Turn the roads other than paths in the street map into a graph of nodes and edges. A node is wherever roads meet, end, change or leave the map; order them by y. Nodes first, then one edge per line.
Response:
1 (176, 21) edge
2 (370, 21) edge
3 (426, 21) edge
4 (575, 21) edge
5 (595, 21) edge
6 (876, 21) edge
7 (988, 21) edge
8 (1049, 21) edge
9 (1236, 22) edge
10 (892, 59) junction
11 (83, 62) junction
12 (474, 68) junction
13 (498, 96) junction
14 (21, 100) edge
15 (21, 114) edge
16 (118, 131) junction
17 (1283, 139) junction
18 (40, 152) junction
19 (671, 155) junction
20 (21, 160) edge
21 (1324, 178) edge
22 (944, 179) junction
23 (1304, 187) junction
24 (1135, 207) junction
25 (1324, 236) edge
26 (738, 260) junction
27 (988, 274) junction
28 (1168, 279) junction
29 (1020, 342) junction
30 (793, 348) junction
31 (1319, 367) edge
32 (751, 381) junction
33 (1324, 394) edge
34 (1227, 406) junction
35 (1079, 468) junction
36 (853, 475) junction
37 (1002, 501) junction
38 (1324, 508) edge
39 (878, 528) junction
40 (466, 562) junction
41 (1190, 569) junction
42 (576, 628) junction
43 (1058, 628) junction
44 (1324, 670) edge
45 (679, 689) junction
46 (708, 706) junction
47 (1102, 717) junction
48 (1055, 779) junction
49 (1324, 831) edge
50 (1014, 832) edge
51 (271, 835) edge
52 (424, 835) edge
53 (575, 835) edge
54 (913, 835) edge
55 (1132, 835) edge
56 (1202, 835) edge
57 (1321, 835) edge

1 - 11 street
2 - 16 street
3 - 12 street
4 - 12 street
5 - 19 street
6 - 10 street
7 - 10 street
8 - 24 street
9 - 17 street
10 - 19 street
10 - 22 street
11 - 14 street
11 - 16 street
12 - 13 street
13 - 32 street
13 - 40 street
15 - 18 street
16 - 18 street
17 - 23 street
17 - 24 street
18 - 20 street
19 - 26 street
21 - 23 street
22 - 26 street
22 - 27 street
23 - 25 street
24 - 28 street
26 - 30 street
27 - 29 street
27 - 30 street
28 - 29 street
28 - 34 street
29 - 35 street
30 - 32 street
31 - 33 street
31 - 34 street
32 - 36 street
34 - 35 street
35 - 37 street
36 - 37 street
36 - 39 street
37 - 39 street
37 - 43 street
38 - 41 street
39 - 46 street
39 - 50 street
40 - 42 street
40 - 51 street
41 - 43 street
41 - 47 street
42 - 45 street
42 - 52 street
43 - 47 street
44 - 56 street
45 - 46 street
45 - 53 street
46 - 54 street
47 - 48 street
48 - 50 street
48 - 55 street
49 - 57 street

▸ **EXERCISE BRIEF**
Please write the entries out again exactly as they stand.

▸ **ANSWER FOR THIS EXERCISE**
Turn the roads other than paths in the street map into a graph of nodes and edges. A node is wherever roads meet, end, change or leave the map; order them by y. Nodes first, then one edge per line.
Response:
1 (176, 21) edge
2 (370, 21) edge
3 (426, 21) edge
4 (575, 21) edge
5 (595, 21) edge
6 (876, 21) edge
7 (988, 21) edge
8 (1049, 21) edge
9 (1236, 22) edge
10 (892, 59) junction
11 (83, 62) junction
12 (474, 68) junction
13 (498, 96) junction
14 (21, 100) edge
15 (21, 114) edge
16 (118, 131) junction
17 (1283, 139) junction
18 (40, 152) junction
19 (671, 155) junction
20 (21, 160) edge
21 (1324, 178) edge
22 (944, 179) junction
23 (1304, 187) junction
24 (1135, 207) junction
25 (1324, 236) edge
26 (738, 260) junction
27 (988, 274) junction
28 (1168, 279) junction
29 (1020, 342) junction
30 (793, 348) junction
31 (1319, 367) edge
32 (751, 381) junction
33 (1324, 394) edge
34 (1227, 406) junction
35 (1079, 468) junction
36 (853, 475) junction
37 (1002, 501) junction
38 (1324, 508) edge
39 (878, 528) junction
40 (466, 562) junction
41 (1190, 569) junction
42 (576, 628) junction
43 (1058, 628) junction
44 (1324, 670) edge
45 (679, 689) junction
46 (708, 706) junction
47 (1102, 717) junction
48 (1055, 779) junction
49 (1324, 831) edge
50 (1014, 832) edge
51 (271, 835) edge
52 (424, 835) edge
53 (575, 835) edge
54 (913, 835) edge
55 (1132, 835) edge
56 (1202, 835) edge
57 (1321, 835) edge

1 - 11 street
2 - 16 street
3 - 12 street
4 - 12 street
5 - 19 street
6 - 10 street
7 - 10 street
8 - 24 street
9 - 17 street
10 - 19 street
10 - 22 street
11 - 14 street
11 - 16 street
12 - 13 street
13 - 32 street
13 - 40 street
15 - 18 street
16 - 18 street
17 - 23 street
17 - 24 street
18 - 20 street
19 - 26 street
21 - 23 street
22 - 26 street
22 - 27 street
23 - 25 street
24 - 28 street
26 - 30 street
27 - 29 street
27 - 30 street
28 - 29 street
28 - 34 street
29 - 35 street
30 - 32 street
31 - 33 street
31 - 34 street
32 - 36 street
34 - 35 street
35 - 37 street
36 - 37 street
36 - 39 street
37 - 39 street
37 - 43 street
38 - 41 street
39 - 46 street
39 - 50 street
40 - 42 street
40 - 51 street
41 - 43 street
41 - 47 street
42 - 45 street
42 - 52 street
43 - 47 street
44 - 56 street
45 - 46 street
45 - 53 street
46 - 54 street
47 - 48 street
48 - 50 street
48 - 55 street
49 - 57 street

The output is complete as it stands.